Instructions for the task — Would you please give every entry again exactly, without the pictures?

[Stored data entries]
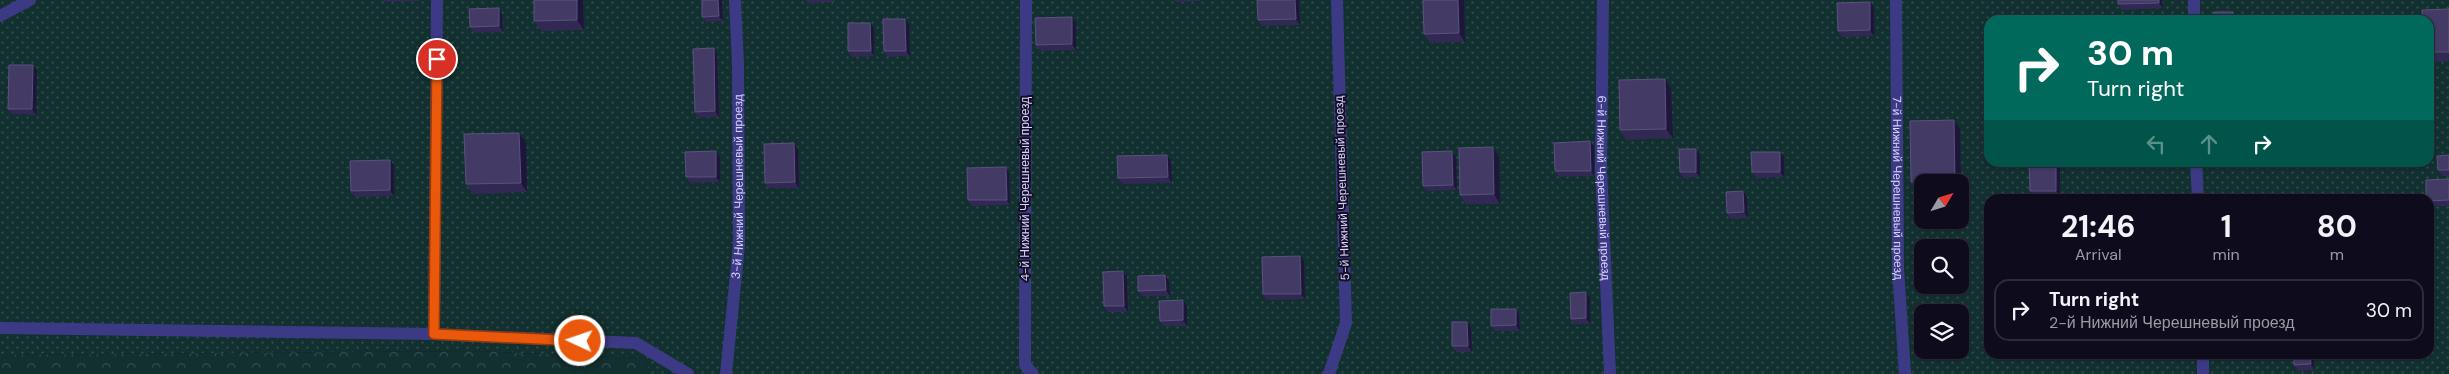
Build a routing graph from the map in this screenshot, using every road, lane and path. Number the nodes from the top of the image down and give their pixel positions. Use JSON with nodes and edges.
{"nodes":[{"id":1,"x":30,"y":0,"type":"edge"},
{"id":2,"x":437,"y":0,"type":"edge"},
{"id":3,"x":735,"y":0,"type":"edge"},
{"id":4,"x":1026,"y":0,"type":"edge"},
{"id":5,"x":1337,"y":0,"type":"edge"},
{"id":6,"x":1604,"y":0,"type":"edge"},
{"id":7,"x":1896,"y":0,"type":"edge"},
{"id":8,"x":2194,"y":0,"type":"edge"},
{"id":9,"x":2194,"y":15,"type":"edge"},
{"id":10,"x":0,"y":16,"type":"edge"},
{"id":11,"x":2196,"y":167,"type":"edge"},
{"id":12,"x":2198,"y":194,"type":"edge"},
{"id":13,"x":0,"y":328,"type":"edge"},
{"id":14,"x":434,"y":334,"type":"junction"},
{"id":15,"x":2203,"y":359,"type":"edge"},
{"id":16,"x":688,"y":374,"type":"edge"},
{"id":17,"x":726,"y":374,"type":"edge"},
{"id":18,"x":1033,"y":374,"type":"edge"},
{"id":19,"x":1329,"y":374,"type":"edge"},
{"id":20,"x":1610,"y":374,"type":"edge"},
{"id":21,"x":1905,"y":374,"type":"edge"},
{"id":22,"x":2203,"y":374,"type":"edge"}],
"edges":[{"from":1,"to":10,"type":"lane"},
{"from":2,"to":14,"type":"lane"},
{"from":3,"to":17,"type":"lane","name":"3-й Нижний Черешневый проезд"},
{"from":4,"to":18,"type":"lane","name":"4-й Нижний Черешневый проезд"},
{"from":5,"to":19,"type":"lane","name":"5-й Нижний Черешневый проезд"},
{"from":6,"to":20,"type":"lane","name":"6-й Нижний Черешневый проезд"},
{"from":7,"to":21,"type":"lane","name":"7-й Нижний Черешневый проезд"},
{"from":8,"to":9,"type":"lane"},
{"from":11,"to":12,"type":"lane"},
{"from":13,"to":14,"type":"lane"},
{"from":14,"to":16,"type":"lane"},
{"from":15,"to":22,"type":"lane"}]}
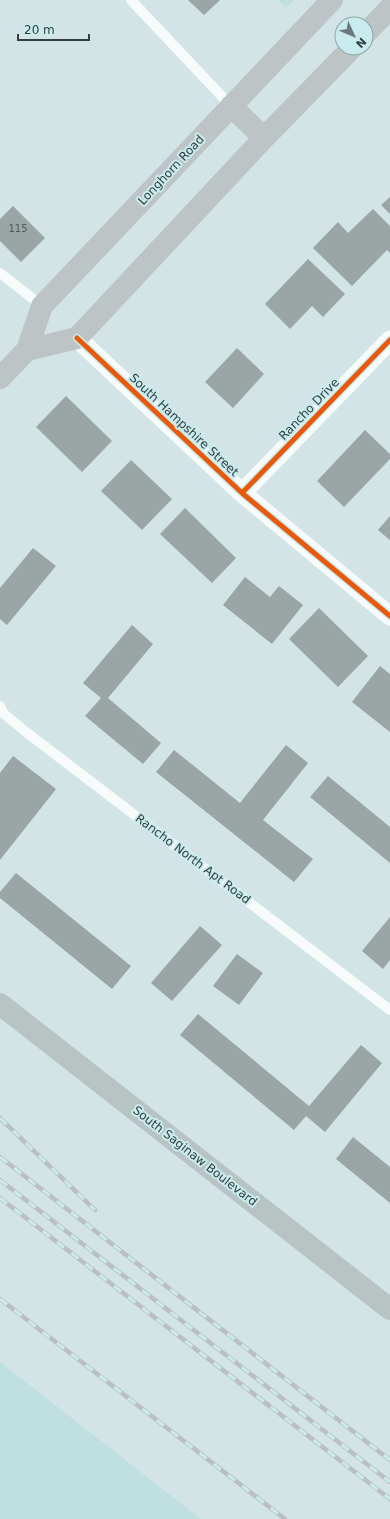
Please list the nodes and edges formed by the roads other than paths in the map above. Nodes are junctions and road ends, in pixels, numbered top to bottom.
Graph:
1 (131, 0) edge
2 (332, 0) edge
3 (390, 8) edge
4 (374, 25) edge
5 (344, 56) edge
6 (231, 106) junction
7 (264, 138) junction
8 (0, 274) edge
9 (42, 306) junction
10 (77, 338) junction
11 (390, 340) edge
12 (27, 350) junction
13 (0, 378) edge
14 (242, 493) junction
15 (390, 616) edge
16 (0, 706) edge
17 (0, 1004) edge
18 (390, 1010) edge
19 (390, 1308) edge

1 - 6 lane
2 - 6 main road, Longhorn Road
3 - 4 main road
5 - 7 main road
6 - 7 main road
6 - 9 main road, Longhorn Road
7 - 10 main road
8 - 9 lane
9 - 12 main road, Longhorn Road
10 - 12 main road
10 - 14 street, South Hampshire Street
11 - 14 street, Rancho Drive
12 - 13 main road, Longhorn Road
14 - 15 street, South Hampshire Street
16 - 18 lane, Rancho North Apt Road
17 - 19 main road, South Saginaw Boulevard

Written reply —
Build a routing graph from the map in this screenshot, using every road, lane and path. Number the nodes from the top of the image down and give their pixel positions. Use JSON with nodes and edges.
{"nodes":[{"id":1,"x":30,"y":0,"type":"edge"},
{"id":2,"x":437,"y":0,"type":"edge"},
{"id":3,"x":735,"y":0,"type":"edge"},
{"id":4,"x":1026,"y":0,"type":"edge"},
{"id":5,"x":1337,"y":0,"type":"edge"},
{"id":6,"x":1604,"y":0,"type":"edge"},
{"id":7,"x":1896,"y":0,"type":"edge"},
{"id":8,"x":2194,"y":0,"type":"edge"},
{"id":9,"x":2194,"y":15,"type":"edge"},
{"id":10,"x":0,"y":16,"type":"edge"},
{"id":11,"x":2196,"y":167,"type":"edge"},
{"id":12,"x":2198,"y":194,"type":"edge"},
{"id":13,"x":0,"y":328,"type":"edge"},
{"id":14,"x":434,"y":334,"type":"junction"},
{"id":15,"x":2203,"y":359,"type":"edge"},
{"id":16,"x":688,"y":374,"type":"edge"},
{"id":17,"x":726,"y":374,"type":"edge"},
{"id":18,"x":1033,"y":374,"type":"edge"},
{"id":19,"x":1329,"y":374,"type":"edge"},
{"id":20,"x":1610,"y":374,"type":"edge"},
{"id":21,"x":1905,"y":374,"type":"edge"},
{"id":22,"x":2203,"y":374,"type":"edge"}],
"edges":[{"from":1,"to":10,"type":"lane"},
{"from":2,"to":14,"type":"lane"},
{"from":3,"to":17,"type":"lane","name":"3-й Нижний Черешневый проезд"},
{"from":4,"to":18,"type":"lane","name":"4-й Нижний Черешневый проезд"},
{"from":5,"to":19,"type":"lane","name":"5-й Нижний Черешневый проезд"},
{"from":6,"to":20,"type":"lane","name":"6-й Нижний Черешневый проезд"},
{"from":7,"to":21,"type":"lane","name":"7-й Нижний Черешневый проезд"},
{"from":8,"to":9,"type":"lane"},
{"from":11,"to":12,"type":"lane"},
{"from":13,"to":14,"type":"lane"},
{"from":14,"to":16,"type":"lane"},
{"from":15,"to":22,"type":"lane"}]}
Please list the nodes and edges formed by the roads other than paths in the map above. Nodes are junctions and road ends, in pixels, numbered top to bottom.
Graph:
1 (131, 0) edge
2 (332, 0) edge
3 (390, 8) edge
4 (374, 25) edge
5 (344, 56) edge
6 (231, 106) junction
7 (264, 138) junction
8 (0, 274) edge
9 (42, 306) junction
10 (77, 338) junction
11 (390, 340) edge
12 (27, 350) junction
13 (0, 378) edge
14 (242, 493) junction
15 (390, 616) edge
16 (0, 706) edge
17 (0, 1004) edge
18 (390, 1010) edge
19 (390, 1308) edge

1 - 6 lane
2 - 6 main road, Longhorn Road
3 - 4 main road
5 - 7 main road
6 - 7 main road
6 - 9 main road, Longhorn Road
7 - 10 main road
8 - 9 lane
9 - 12 main road, Longhorn Road
10 - 12 main road
10 - 14 street, South Hampshire Street
11 - 14 street, Rancho Drive
12 - 13 main road, Longhorn Road
14 - 15 street, South Hampshire Street
16 - 18 lane, Rancho North Apt Road
17 - 19 main road, South Saginaw Boulevard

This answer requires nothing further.